Top of INPUT FOR THIS TASK
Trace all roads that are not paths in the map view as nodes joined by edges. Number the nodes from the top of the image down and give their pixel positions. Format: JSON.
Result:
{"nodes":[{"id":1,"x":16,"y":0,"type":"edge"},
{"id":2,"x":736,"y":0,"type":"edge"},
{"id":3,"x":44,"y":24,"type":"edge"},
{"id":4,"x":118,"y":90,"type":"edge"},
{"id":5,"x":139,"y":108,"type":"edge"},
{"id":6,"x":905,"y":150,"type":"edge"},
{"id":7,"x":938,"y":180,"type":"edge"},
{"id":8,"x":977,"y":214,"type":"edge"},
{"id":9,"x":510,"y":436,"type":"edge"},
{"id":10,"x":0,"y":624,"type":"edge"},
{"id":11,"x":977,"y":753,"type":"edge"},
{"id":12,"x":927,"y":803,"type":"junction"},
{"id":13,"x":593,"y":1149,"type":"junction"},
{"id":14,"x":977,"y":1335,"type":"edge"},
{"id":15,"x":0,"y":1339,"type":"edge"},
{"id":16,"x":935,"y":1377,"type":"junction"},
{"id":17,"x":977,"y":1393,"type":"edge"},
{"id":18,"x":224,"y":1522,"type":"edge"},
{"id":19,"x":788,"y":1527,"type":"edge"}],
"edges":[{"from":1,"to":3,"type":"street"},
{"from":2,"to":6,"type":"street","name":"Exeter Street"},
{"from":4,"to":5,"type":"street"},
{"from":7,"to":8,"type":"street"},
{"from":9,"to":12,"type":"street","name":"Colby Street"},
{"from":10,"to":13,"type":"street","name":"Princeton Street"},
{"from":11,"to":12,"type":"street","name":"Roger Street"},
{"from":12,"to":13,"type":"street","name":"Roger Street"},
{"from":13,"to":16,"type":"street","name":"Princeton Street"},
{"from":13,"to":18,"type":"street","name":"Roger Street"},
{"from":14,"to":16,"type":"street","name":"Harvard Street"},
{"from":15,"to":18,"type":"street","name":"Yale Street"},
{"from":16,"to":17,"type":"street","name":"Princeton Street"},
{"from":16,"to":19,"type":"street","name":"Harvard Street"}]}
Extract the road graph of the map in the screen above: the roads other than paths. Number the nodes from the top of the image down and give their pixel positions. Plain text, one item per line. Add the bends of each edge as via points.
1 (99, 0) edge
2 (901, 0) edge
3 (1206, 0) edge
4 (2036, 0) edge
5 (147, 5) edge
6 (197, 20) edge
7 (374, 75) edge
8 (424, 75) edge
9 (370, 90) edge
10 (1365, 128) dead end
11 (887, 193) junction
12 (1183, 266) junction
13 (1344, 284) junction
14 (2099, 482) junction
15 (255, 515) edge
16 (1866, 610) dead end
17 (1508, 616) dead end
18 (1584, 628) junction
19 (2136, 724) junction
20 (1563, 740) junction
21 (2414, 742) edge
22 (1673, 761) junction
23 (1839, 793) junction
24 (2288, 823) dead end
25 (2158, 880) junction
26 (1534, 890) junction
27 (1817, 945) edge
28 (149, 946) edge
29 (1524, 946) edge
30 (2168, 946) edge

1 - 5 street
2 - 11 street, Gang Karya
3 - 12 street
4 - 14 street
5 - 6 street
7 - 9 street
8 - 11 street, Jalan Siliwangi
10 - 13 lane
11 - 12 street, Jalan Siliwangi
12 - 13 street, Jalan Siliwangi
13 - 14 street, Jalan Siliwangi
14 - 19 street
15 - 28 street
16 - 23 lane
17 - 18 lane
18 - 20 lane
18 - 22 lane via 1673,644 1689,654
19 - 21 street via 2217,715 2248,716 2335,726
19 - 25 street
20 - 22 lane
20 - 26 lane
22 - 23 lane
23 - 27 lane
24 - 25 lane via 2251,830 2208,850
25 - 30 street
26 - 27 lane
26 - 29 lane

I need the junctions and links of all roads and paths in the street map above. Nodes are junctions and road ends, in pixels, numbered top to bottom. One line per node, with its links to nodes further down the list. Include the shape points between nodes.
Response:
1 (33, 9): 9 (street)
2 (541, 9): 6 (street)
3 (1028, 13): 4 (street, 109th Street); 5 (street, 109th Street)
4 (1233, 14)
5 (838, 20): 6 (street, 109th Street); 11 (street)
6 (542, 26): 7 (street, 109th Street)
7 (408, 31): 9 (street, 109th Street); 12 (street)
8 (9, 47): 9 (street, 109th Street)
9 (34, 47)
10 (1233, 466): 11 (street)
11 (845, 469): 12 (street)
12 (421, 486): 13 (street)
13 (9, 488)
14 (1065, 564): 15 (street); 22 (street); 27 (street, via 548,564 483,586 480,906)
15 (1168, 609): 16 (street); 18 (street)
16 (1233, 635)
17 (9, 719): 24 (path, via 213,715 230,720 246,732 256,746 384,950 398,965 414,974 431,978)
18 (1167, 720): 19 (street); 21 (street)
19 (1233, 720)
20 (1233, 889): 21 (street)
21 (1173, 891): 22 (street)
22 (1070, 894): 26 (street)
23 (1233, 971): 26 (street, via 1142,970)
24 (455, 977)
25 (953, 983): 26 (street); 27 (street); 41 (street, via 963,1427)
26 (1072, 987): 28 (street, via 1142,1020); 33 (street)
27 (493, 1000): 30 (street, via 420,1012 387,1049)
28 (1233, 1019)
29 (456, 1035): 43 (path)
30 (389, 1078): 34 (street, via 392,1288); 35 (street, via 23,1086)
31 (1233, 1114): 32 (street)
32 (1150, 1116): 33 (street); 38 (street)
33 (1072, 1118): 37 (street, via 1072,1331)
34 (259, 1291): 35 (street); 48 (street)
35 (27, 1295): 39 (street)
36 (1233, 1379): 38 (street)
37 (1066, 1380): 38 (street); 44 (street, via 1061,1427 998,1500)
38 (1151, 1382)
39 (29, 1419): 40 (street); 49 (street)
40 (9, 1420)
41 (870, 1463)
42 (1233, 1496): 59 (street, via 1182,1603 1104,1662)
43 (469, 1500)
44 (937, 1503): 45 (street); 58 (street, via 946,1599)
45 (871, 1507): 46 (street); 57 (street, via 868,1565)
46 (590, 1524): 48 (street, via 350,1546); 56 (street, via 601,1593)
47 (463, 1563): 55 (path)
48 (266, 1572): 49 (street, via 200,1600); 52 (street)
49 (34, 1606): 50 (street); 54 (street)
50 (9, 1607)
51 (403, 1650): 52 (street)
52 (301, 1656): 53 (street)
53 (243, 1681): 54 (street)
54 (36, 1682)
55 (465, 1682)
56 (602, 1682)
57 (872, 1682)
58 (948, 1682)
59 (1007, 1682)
Bottom of INPUT FOR THIS TASK
- _TRY IT_
The lines to return are those in the entries above that include "Siliwangi".

- _FINISHED EXERCISE_
8 - 11 street, Jalan Siliwangi
11 - 12 street, Jalan Siliwangi
12 - 13 street, Jalan Siliwangi
13 - 14 street, Jalan Siliwangi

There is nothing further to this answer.